- MATERIAL FOR THIS EXERCISE -
****************************************

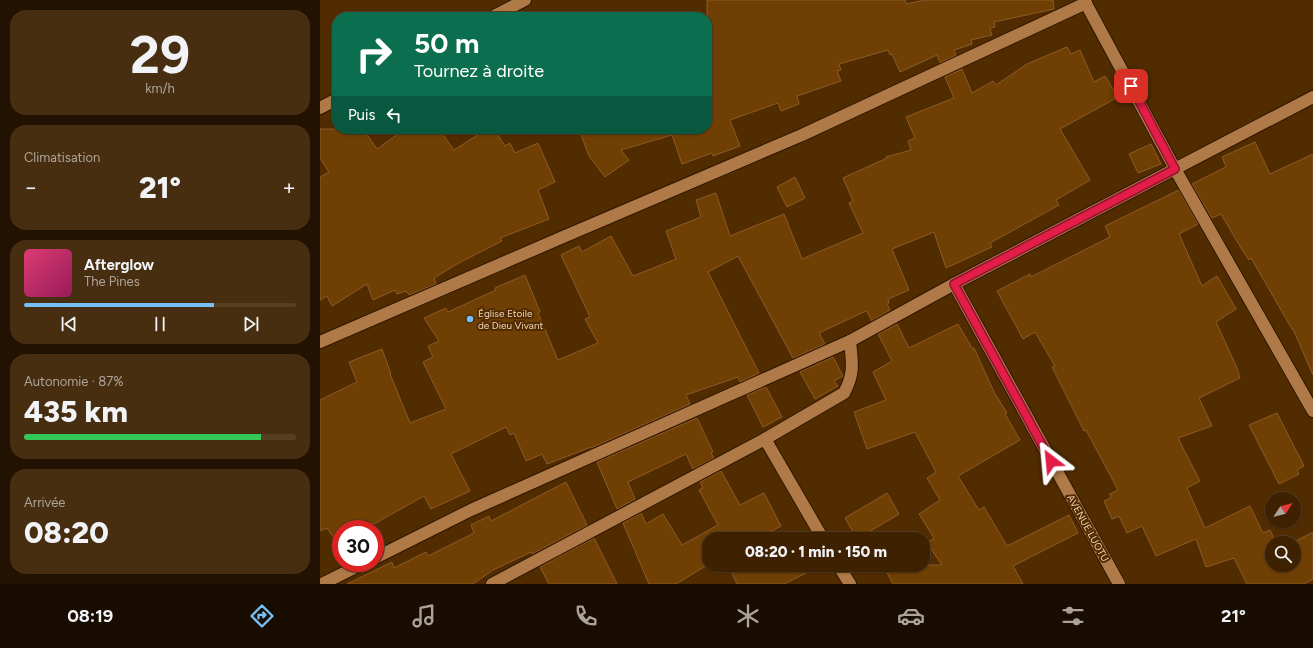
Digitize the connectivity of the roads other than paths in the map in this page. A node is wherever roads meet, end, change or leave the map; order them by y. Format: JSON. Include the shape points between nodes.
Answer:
{"nodes":[{"id":1,"x":525,"y":0,"type":"edge"},
{"id":2,"x":1085,"y":2,"type":"edge"},
{"id":3,"x":502,"y":12,"type":"edge"},
{"id":4,"x":1313,"y":97,"type":"edge"},
{"id":5,"x":332,"y":102,"type":"edge"},
{"id":6,"x":320,"y":108,"type":"edge"},
{"id":7,"x":1175,"y":169,"type":"junction"},
{"id":8,"x":954,"y":284,"type":"junction"},
{"id":9,"x":850,"y":341,"type":"junction"},
{"id":10,"x":320,"y":342,"type":"edge"},
{"id":11,"x":1313,"y":411,"type":"edge"},
{"id":12,"x":765,"y":439,"type":"junction"},
{"id":13,"x":819,"y":532,"type":"edge"},
{"id":14,"x":384,"y":553,"type":"edge"},
{"id":15,"x":346,"y":572,"type":"edge"},
{"id":16,"x":842,"y":572,"type":"edge"},
{"id":17,"x":322,"y":584,"type":"edge"},
{"id":18,"x":492,"y":584,"type":"edge"},
{"id":19,"x":850,"y":584,"type":"edge"},
{"id":20,"x":1119,"y":584,"type":"edge"}],
"edges":[{"from":1,"to":3,"type":"street"},
{"from":2,"to":7,"type":"street"},
{"from":2,"to":10,"type":"street","via":[[802,135]]},
{"from":4,"to":7,"type":"street"},
{"from":5,"to":6,"type":"street"},
{"from":7,"to":8,"type":"street"},
{"from":7,"to":11,"type":"street"},
{"from":8,"to":9,"type":"street"},
{"from":8,"to":20,"type":"street","name":"AVENUE LUOTU"},
{"from":9,"to":12,"type":"street","via":[[852,370],[850,382],[844,393]]},
{"from":9,"to":14,"type":"street","via":[[470,510]]},
{"from":12,"to":13,"type":"street"},
{"from":12,"to":18,"type":"street"},
{"from":15,"to":17,"type":"street"},
{"from":16,"to":19,"type":"street"}]}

****************************************

- DESCRIPTION OF THE TASK -
A verbatim copy of every record above is required, with all pictures omitted.

- OUTPUT OF THE TASK -
Digitize the connectivity of the roads other than paths in the map in this page. A node is wherever roads meet, end, change or leave the map; order them by y. Format: JSON. Include the shape points between nodes.
Answer:
{"nodes":[{"id":1,"x":525,"y":0,"type":"edge"},
{"id":2,"x":1085,"y":2,"type":"edge"},
{"id":3,"x":502,"y":12,"type":"edge"},
{"id":4,"x":1313,"y":97,"type":"edge"},
{"id":5,"x":332,"y":102,"type":"edge"},
{"id":6,"x":320,"y":108,"type":"edge"},
{"id":7,"x":1175,"y":169,"type":"junction"},
{"id":8,"x":954,"y":284,"type":"junction"},
{"id":9,"x":850,"y":341,"type":"junction"},
{"id":10,"x":320,"y":342,"type":"edge"},
{"id":11,"x":1313,"y":411,"type":"edge"},
{"id":12,"x":765,"y":439,"type":"junction"},
{"id":13,"x":819,"y":532,"type":"edge"},
{"id":14,"x":384,"y":553,"type":"edge"},
{"id":15,"x":346,"y":572,"type":"edge"},
{"id":16,"x":842,"y":572,"type":"edge"},
{"id":17,"x":322,"y":584,"type":"edge"},
{"id":18,"x":492,"y":584,"type":"edge"},
{"id":19,"x":850,"y":584,"type":"edge"},
{"id":20,"x":1119,"y":584,"type":"edge"}],
"edges":[{"from":1,"to":3,"type":"street"},
{"from":2,"to":7,"type":"street"},
{"from":2,"to":10,"type":"street","via":[[802,135]]},
{"from":4,"to":7,"type":"street"},
{"from":5,"to":6,"type":"street"},
{"from":7,"to":8,"type":"street"},
{"from":7,"to":11,"type":"street"},
{"from":8,"to":9,"type":"street"},
{"from":8,"to":20,"type":"street","name":"AVENUE LUOTU"},
{"from":9,"to":12,"type":"street","via":[[852,370],[850,382],[844,393]]},
{"from":9,"to":14,"type":"street","via":[[470,510]]},
{"from":12,"to":13,"type":"street"},
{"from":12,"to":18,"type":"street"},
{"from":15,"to":17,"type":"street"},
{"from":16,"to":19,"type":"street"}]}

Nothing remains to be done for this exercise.